My name is Shmulik Kachlon I am an architecture specialist working for one of the four big banks in Australia. For the last few years, I have led architecture and development of complex solution with real-time capabilities. The different between the work that I have done up until a few months ago and what I am working on now is the high volume of transactions that we need to process per second, and also the ability to process some additional business wisdom for customers at the back of each transaction. That led us to realising that we need to investigate on a real-time computation system ans Storm was one of the candidates.
Recently I was tasked to lead a proof of concept using real-time computation system for one of our projects. We needed to quickly experiment various solutions for real-time computation and Twitter Storm was chosen for that purpose.
How did the book help me ?
Before reading the book I was completely an outsider to the open source world in general and to the real-time computation systems in particular. Reading the book put me is a position where I know enough to start building commercial solutions that require real-time computation system.

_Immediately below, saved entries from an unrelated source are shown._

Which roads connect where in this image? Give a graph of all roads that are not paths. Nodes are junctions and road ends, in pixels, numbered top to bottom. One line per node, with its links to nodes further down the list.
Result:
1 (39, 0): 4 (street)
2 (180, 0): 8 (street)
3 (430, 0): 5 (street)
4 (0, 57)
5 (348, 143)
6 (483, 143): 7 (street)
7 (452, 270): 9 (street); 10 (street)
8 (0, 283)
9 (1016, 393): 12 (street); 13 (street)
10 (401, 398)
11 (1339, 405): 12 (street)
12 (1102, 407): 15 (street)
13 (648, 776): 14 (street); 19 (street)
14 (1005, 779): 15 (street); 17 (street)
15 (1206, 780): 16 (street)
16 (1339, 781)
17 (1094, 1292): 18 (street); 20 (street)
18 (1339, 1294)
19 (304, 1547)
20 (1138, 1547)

The book is written and organised in such a way that even people without much knowledge of real-time computation and complex event processing systems can get themselves up-skilled quickly enough so that a solution can be provided to cater for the business needs.
It was only after reading a few chapters of the book and we were in a position to start writing a proof of concept which integrated with financial systems and provide important information to our demo customers at real-time, something that was hard or even impossible to achieve before embarking on the Strom journey. My feeling is that the book will certainly be a significant milestone in what we will be building for real-time event processing and analytics.
Key takeaways :
There are a few point that I would like to provide a feedback on and commend the author on getting them well executed:
• Easy to read. Written in a simple way for technical people who didn't necessary come from Java or the real-time computation world • Make you exposed to the open source world in general and to Storm in particular. We got ourselves up and running with a storm cluster running our business logic and handling the high volume of transactions we had to cater for • Setting up Storm Clusters and Topologies is made really easy if you follow the simple yet great instructions in the book • The book provides a very clear understanding about the Storm's components and their role in the Storm architecture • We developed a sound ability to design a lambda architecture based on best practices • Integration with Hadoop map reduce is made easy and is explained is a great way. You can see why this two systems go hand in hand • Last but not least, before reading the book I got myself into reading too much information about Strom on the internet and I wasn't able to be in a position where I can start building the right solution for the enterprise I work for
In summary, the book gave us an insight not only on the powerful world of real-time computation and event processing to cater for high volumes of transactions with message delivery guaranteed but also the ability to combine that with the big data world in order to achieve an end-to-end solution which will serve the business for many more years and will be a strategic component of the overall enterprise architecture.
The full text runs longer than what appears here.